Oh, yeah...the music.  It was pretty bad.

"Cryin'", "Crazy" and "Amazing" were the hits from the album and all were written by outside songwriters  (Perry and Tyler get songwriting credit on all three but their contributions are negligible at best).  Every song was aimed firmly at MTV and at the top of the Billboard charts.

Again, I don't disparage Aerosmith for this.  Those just aren't my favorite Aerosmith songs.

So, for me, there were two saving graces on this record.  The first being the minor hit, 'Living On The Edge'  (with its creepy-ass video that starts with Steven holding his dong).  It's pure bombast that sounds more like it belongs on a Meatloaf album than an Aerosmith record...but the band delivers it well.  I'll turn it up when it comes on the radio.

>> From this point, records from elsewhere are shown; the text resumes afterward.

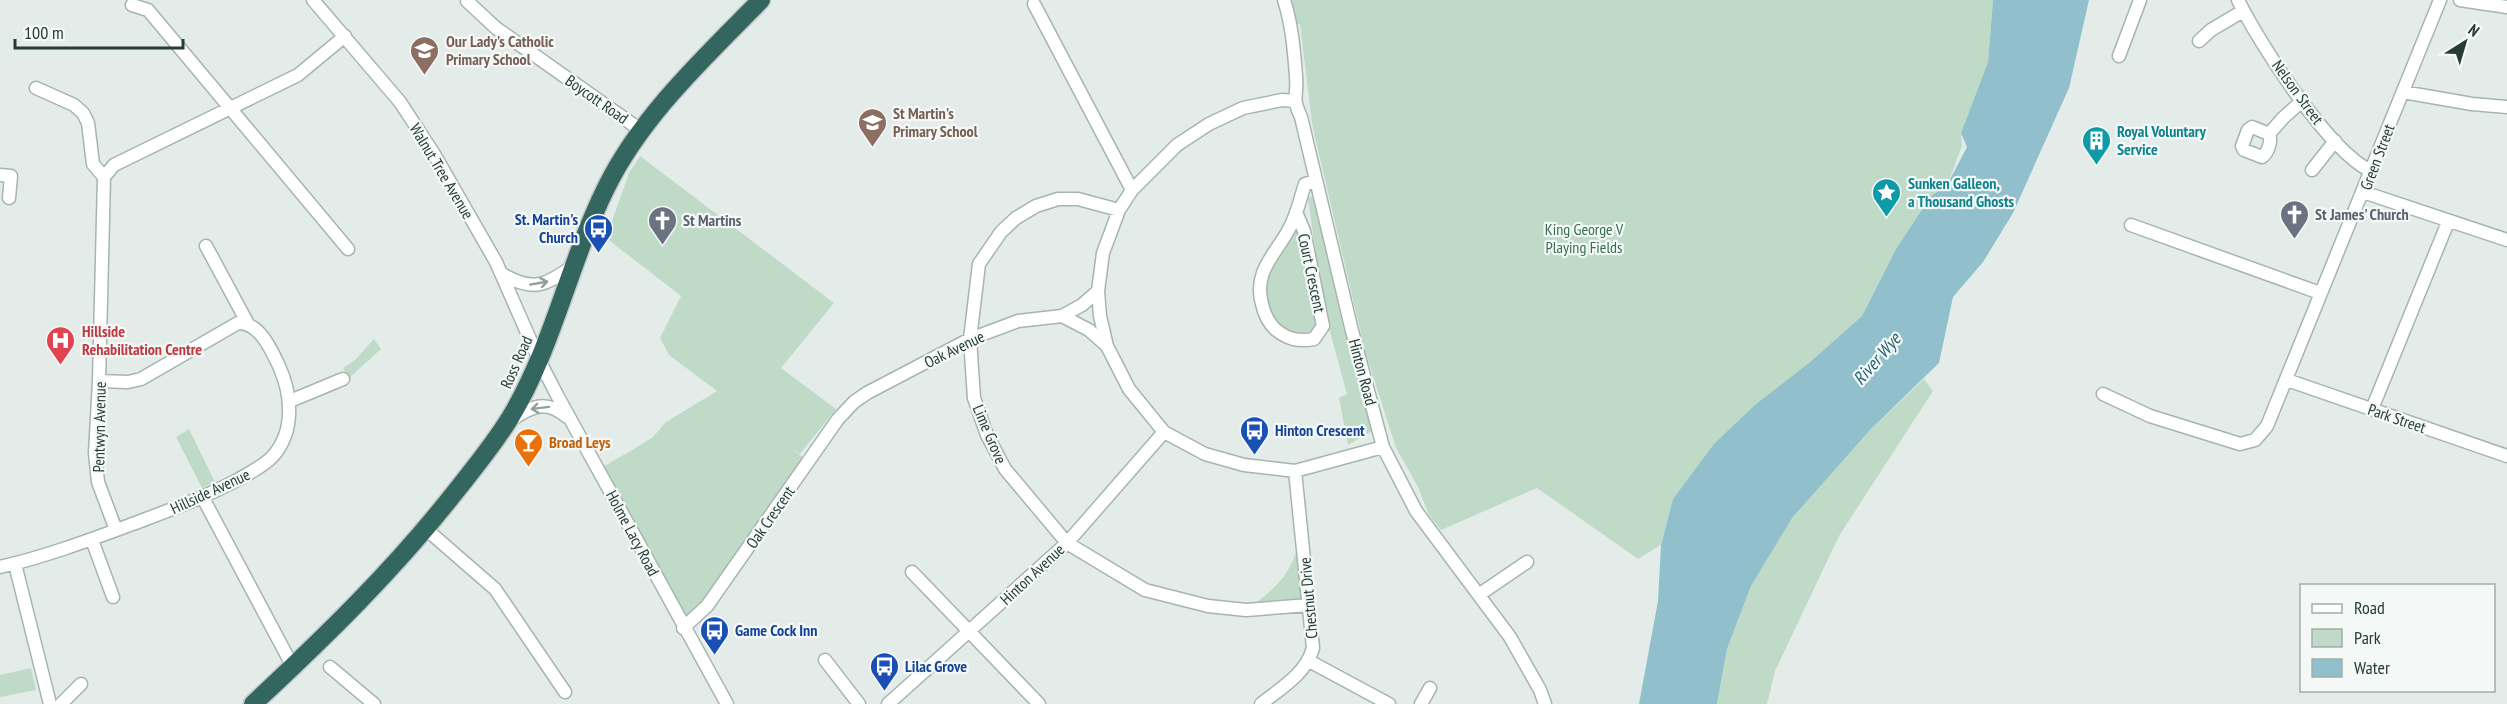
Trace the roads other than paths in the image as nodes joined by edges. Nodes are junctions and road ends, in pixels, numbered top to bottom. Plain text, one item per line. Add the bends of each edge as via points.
1 (313, 0) edge
2 (761, 0) edge
3 (1284, 0) edge
4 (2140, 0) edge
5 (2440, 0) edge
6 (2460, 0) edge
7 (467, 1) edge
8 (1034, 4) dead end
9 (132, 5) dead end
10 (2241, 5) edge
11 (2507, 7) edge
12 (345, 36) junction
13 (2199, 41) dead end
14 (2119, 56) dead end
15 (36, 88) dead end
16 (2403, 92) junction
17 (1294, 101) junction
18 (2302, 101) junction
19 (231, 106) junction
20 (2507, 106) edge
21 (642, 131) junction
22 (2269, 134) dead end
23 (2335, 141) junction
24 (2312, 170) dead end
25 (2371, 171) junction
26 (0, 175) edge
27 (104, 177) junction
28 (1316, 181) junction
29 (1132, 190) junction
30 (2363, 192) junction
31 (9, 198) dead end
32 (1119, 210) junction
33 (1296, 212) junction
34 (2448, 222) junction
35 (2131, 225) dead end
36 (2507, 240) edge
37 (206, 246) dead end
38 (348, 249) dead end
39 (574, 265) junction
40 (502, 274) junction
41 (1098, 291) junction
42 (2320, 293) junction
43 (1062, 316) junction
44 (246, 322) junction
45 (970, 339) junction
46 (1107, 346) junction
47 (540, 362) junction
48 (343, 380) dead end
49 (2287, 380) junction
50 (99, 381) junction
51 (2103, 394) dead end
52 (290, 401) junction
53 (854, 402) joint
54 (2372, 409) junction
55 (571, 420) junction
56 (508, 421) junction
57 (1164, 432) junction
58 (1383, 447) junction
59 (2507, 456) edge
60 (1295, 471) junction
61 (203, 498) junction
62 (426, 529) junction
63 (116, 530) junction
64 (92, 540) junction
65 (1067, 543) junction
66 (1527, 562) dead end
67 (15, 564) junction
68 (0, 567) edge
69 (912, 572) dead end
70 (1480, 594) junction
71 (113, 597) dead end
72 (1309, 605) junction
73 (683, 628) junction
74 (969, 633) junction
75 (825, 660) dead end
76 (1309, 661) junction
77 (293, 667) junction
78 (330, 667) dead end
79 (81, 684) dead end
80 (1430, 688) dead end
81 (565, 692) dead end
82 (50, 704) edge
83 (61, 704) edge
84 (253, 704) edge
85 (374, 704) edge
86 (727, 704) edge
87 (859, 704) edge
88 (888, 704) edge
89 (1039, 704) edge
90 (1262, 704) edge
91 (1389, 704) edge
92 (1421, 704) edge
93 (1545, 704) edge

1 - 12 street, Walnut Tree Avenue
2 - 21 highway, Ross Road via 677,88
3 - 17 street, Hinton Road via 1292,26 1297,86
4 - 14 street
5 - 16 street, Green Street
6 - 11 street
7 - 21 street, Boycott Road via 496,28
8 - 29 street
9 - 19 street via 148,10
10 - 13 street
10 - 18 street, Nelson Street
12 - 19 street via 298,75
12 - 40 street, Walnut Tree Avenue via 419,130
15 - 27 street via 83,113 93,164
16 - 20 street
16 - 25 street, Green Street
17 - 28 street, Hinton Road
17 - 29 street via 1244,108 1209,124 1177,145
18 - 22 street
18 - 23 street, Nelson Street
19 - 27 street via 114,165
19 - 38 street
21 - 39 highway, Ross Road via 606,187
23 - 24 street
23 - 25 street, Nelson Street via 2360,166
25 - 30 street, Green Street
26 - 31 street via 11,176
27 - 50 street, Pentwyn Avenue
28 - 33 street, Court Crescent via 1305,184
28 - 58 street, Hinton Road
29 - 32 street
30 - 34 street
30 - 42 street, Green Street
32 - 41 street via 1103,253
32 - 45 street, Lime Grove via 1078,199 1058,199 1016,218 1001,232 980,264
33 - 33 street, Court Crescent via 1263,268 1260,296 1273,327 1294,340 1304,341 1314,339 1323,326 1304,231
34 - 36 street
34 - 54 street
35 - 42 street
37 - 44 street, Hillside Avenue
40 -> 39 street via 521,285 538,285
39 - 47 highway, Ross Road
40 - 47 street, Walnut Tree Avenue
41 - 43 street, Oak Avenue
41 - 46 street
42 - 49 street, Green Street
43 - 45 street, Oak Avenue via 1018,321
43 - 46 street via 1089,330
44 - 50 street via 141,379
44 - 52 street, Hillside Avenue via 255,327 277,363
45 - 53 street, Oak Avenue
45 - 65 street, Lime Grove via 974,398 987,435 1005,469
46 - 57 street via 1129,389
47 - 55 street, Holme Lacy Road
47 - 56 highway, Ross Road
48 - 52 street
49 - 51 street, Green Street via 2267,426 2255,440 2240,444 2150,416
49 - 54 street, Park Street
50 - 63 street, Pentwyn Avenue via 96,467
52 - 61 street, Hillside Avenue via 282,444 272,457 260,468
53 - 73 street, Oak Crescent via 838,419 707,606
54 - 59 street, Park Street
55 -> 56 street via 558,409 541,406
55 - 73 street, Holme Lacy Road
56 - 62 highway, Ross Road
57 - 60 street via 1205,454 1244,465
57 - 65 street, Hinton Avenue
58 - 60 street
58 - 70 street, Hinton Road via 1416,510
60 - 72 street, Chestnut Drive
61 - 63 street, Hillside Avenue
61 - 77 street
62 - 77 highway, Ross Road via 382,579
62 - 81 street via 495,589
63 - 64 street, Hillside Avenue
64 - 67 street, Hillside Avenue
64 - 71 street
65 - 72 street, Lime Grove via 1145,590 1208,606 1246,610
65 - 74 street, Hinton Avenue
66 - 70 street
67 - 68 street, Hillside Avenue
67 - 82 street
69 - 74 street
70 - 93 street, Hinton Road via 1510,637
72 - 76 street, Chestnut Drive
73 - 86 street, Holme Lacy Road
74 - 88 street, Hinton Avenue
74 - 89 street
75 - 87 street
76 - 90 street, Chestnut Drive
76 - 91 street
77 - 84 highway, Ross Road
78 - 85 street
79 - 83 street
80 - 92 street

The second shining light on Get A Grip is 'Eat The Rich'.

I mean, don't get me wrong.  The song is stupid.

Aerosmith is basically railing against their fellow rich people.  Did they try this number out at the country club before they recorded it?

But, what makes the song fun is hearing Aerosmith truly Rock again.  There are great Joe Perry riffs here, Steven sounds in top form and even though the song was co-written by Jim Vallance  (who is known in the industry as "The Song Doctor"; i.e. his job is to make your songs more Pop friendly...he used to be in Glass Tiger.  Remember them?), you can still hear the old Aerosmith screaming to escape from their plastic bubble.

Thankfully, they would a few years later.  But take this track for what it is.